Das Prinzip der Komponentenmethode basiert auf der gedanklichen Zerlegung eines Anschlusses in seine Grundkomponenten, für die jeweils Modelle zur Bestimmung der Beanspruchbarkeiten und Steifigkeiten in DIN EN 1993-1-8 bereitgestellt werden. Unter Berücksichtigung der Gleichgewichtsbedingungen und der Kraft-Verformungsbeziehungen wird aus den Beanspruchbarkeiten und den Steifigkeiten der den Anschluss bildenden Grundkomponenten die Anschlusstragfähigkeit Mj,Rd und die Anschlusssteifigkeit Sj bestimmt. In den Stahlbau-Kalendern 2005 [K45] und 2010 [K26] sind der Komponentenmethode umfassende Beiträge gewidmet worden.

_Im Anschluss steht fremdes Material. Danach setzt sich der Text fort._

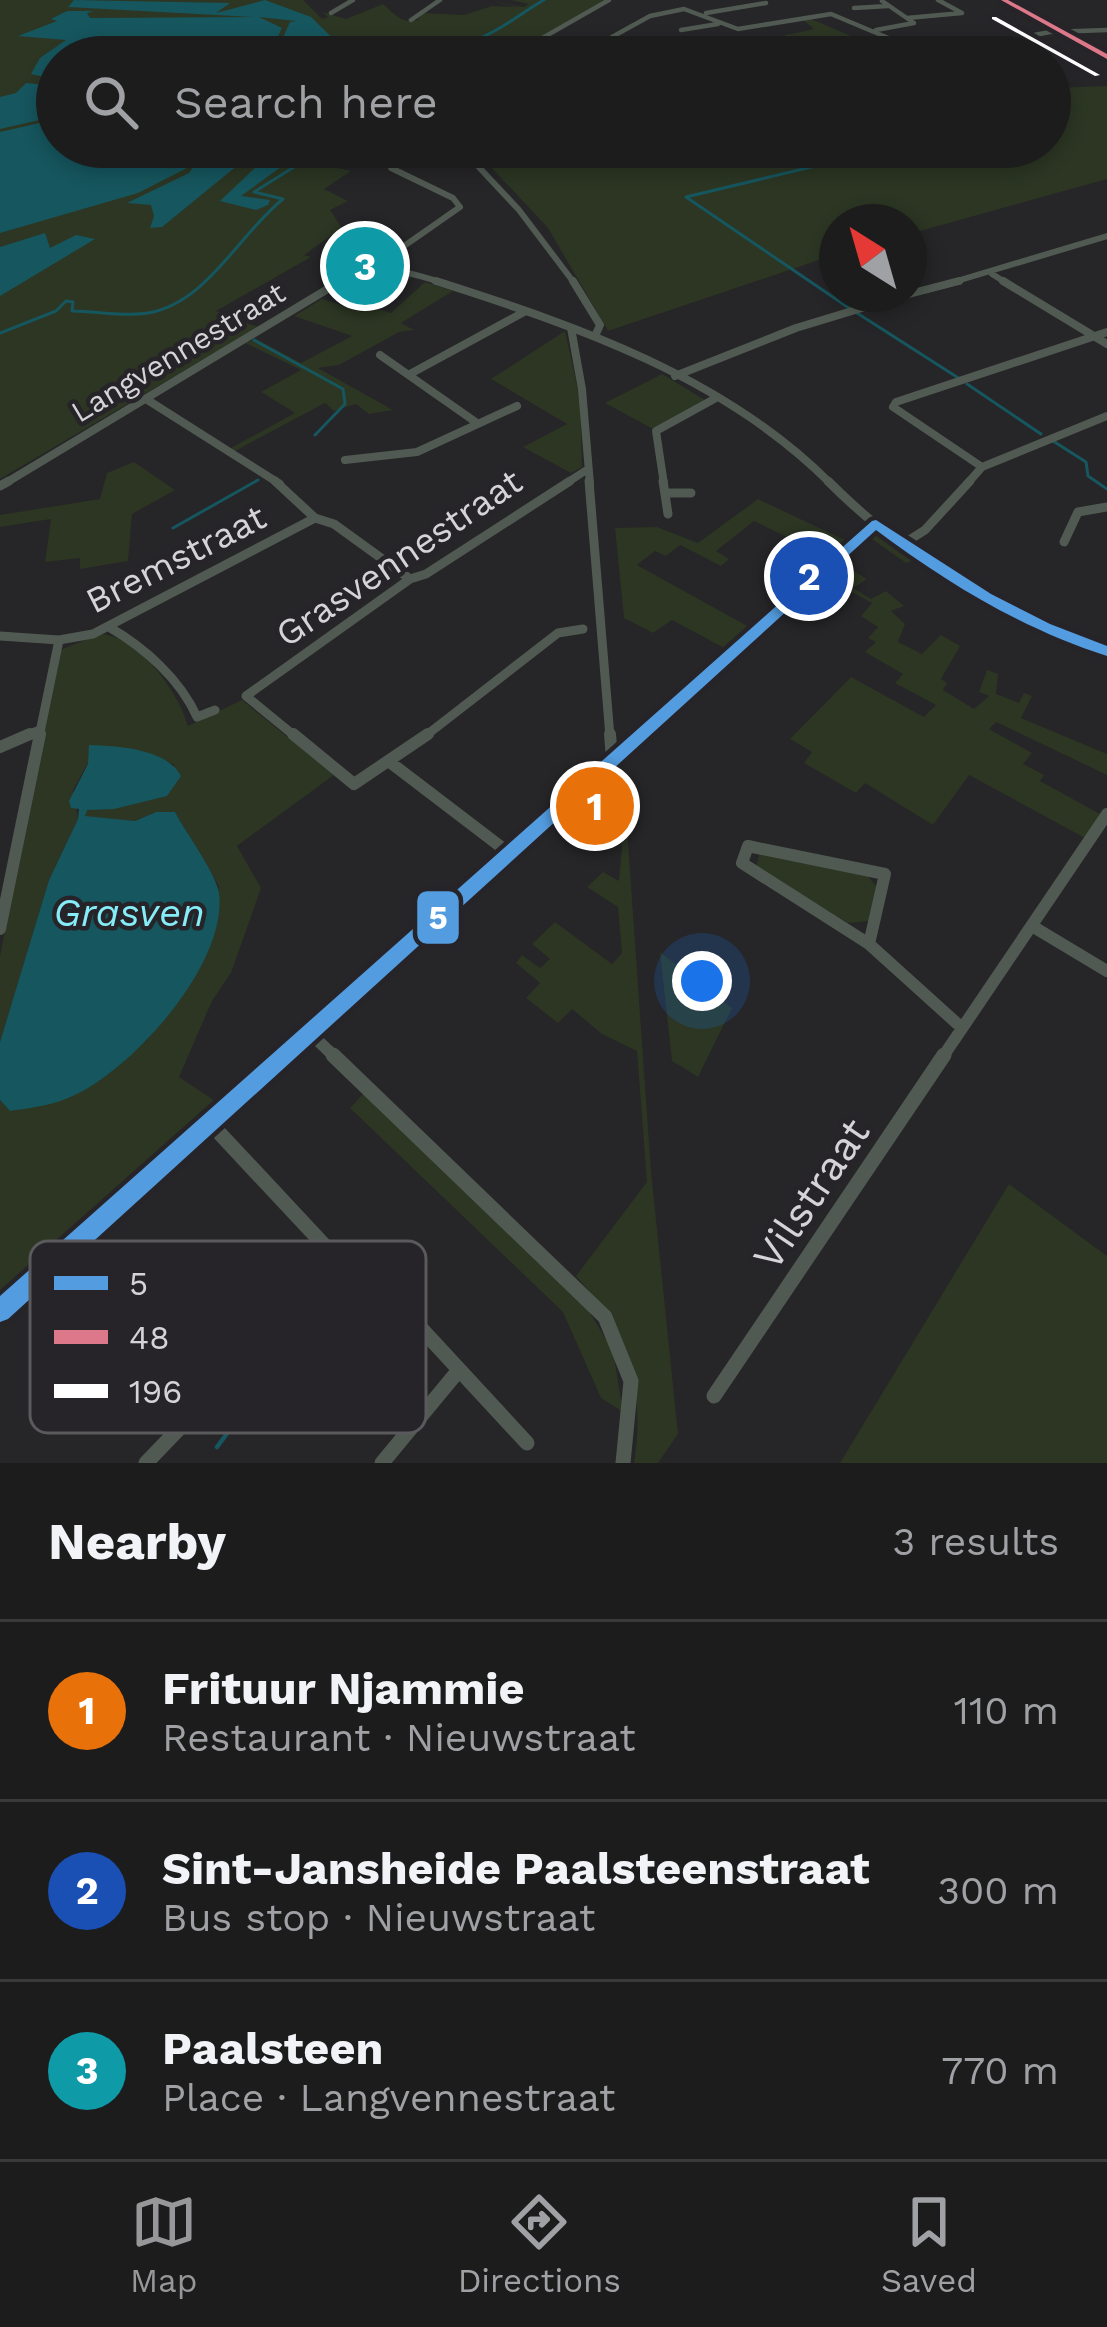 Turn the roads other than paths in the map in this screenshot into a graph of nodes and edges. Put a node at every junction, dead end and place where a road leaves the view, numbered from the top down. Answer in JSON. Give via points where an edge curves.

Die Komponentenmethode ermöglicht es dem planenden Ingenieur, Anschlüsse statisch und wirtschaftlich zu optimieren, wobei der erforderliche Rechenaufwand den Einsatz der EDV (z. B. CoP The Connection Program [K4]) in der Regel unumgänglich macht. Bereits seit Juli 2000 kann alternativ auch auf die „Typisierten Anschlüsse im Stahlhochbau“ [K39] des DSTV zurückgegriffen werden, in denen die Tragfähigkeiten und Anschlusssteifigkeiten für geschraubte, momententragfähige Stirnplattenanschlüsse (Typen IH1 und IH3) nach DIN EN 1993-1-8 vertafelt sind. Im Vergleich zu den „Bemessungshilfen für profilorientiertes Konstruieren“ von Prof. Oberegge [K27], die noch auf dem DASt-Modell beruhen und auf Stirnplatten aus S235 und die Verwendung hochfester, vorgespannter Schrauben beschränkt waren, sind in [K39] Anschlüsse aus S235 und S355 für Schrauben der Festigkeitsklassen 8.8 und 10.9 typisiert. Eine Vorspannung der Schrauben ist bei der Komponentenmethode anders als bei DASt-Modell nicht zwingend erforderlich, wird jedoch im Hinblick auf die Gebrauchstauglichkeit empfohlen. Mit der zweiten Auflage der „Typisierten Anschlüsse im Stahlhochbau“ [K38] erfolgte eine Erweiterung auf Anschlüsse mit vier Schrauben in einer Reihe (Typen IH2 und IH4). Hierfür wurde in [K38] ein Modell entwickelt, das die Stirnplatte gedanklich in einen inneren und äußeren Bereich zerlegt. Bei der Modellbildung mussten zum Teil konservative Ansätze gewählt werden, da keine Versuchsdaten zur Validierung des Modells zur Verfügung standen. Dies führt dazu, dass nach dem Modell der erweiterten Komponentenmethode von Sedlacek und Weynand Anschlüsse zum Teil kleinere Tragfähigkeiten aufweisen als nach dem DASt-Modell. Die Erweiterung der Komponentenmethode auch auf vier Schrauben in einer Schraubenreihe ist Gegenstand aktueller Forschungsvorhaben. Erste Vorschläge zur Erweiterung der Komponentenmethode auch auf Konfigurationen mit vier Schrauben in einer Reihe wurden unter anderem in [K34], [K1] und [K2] entwickelt.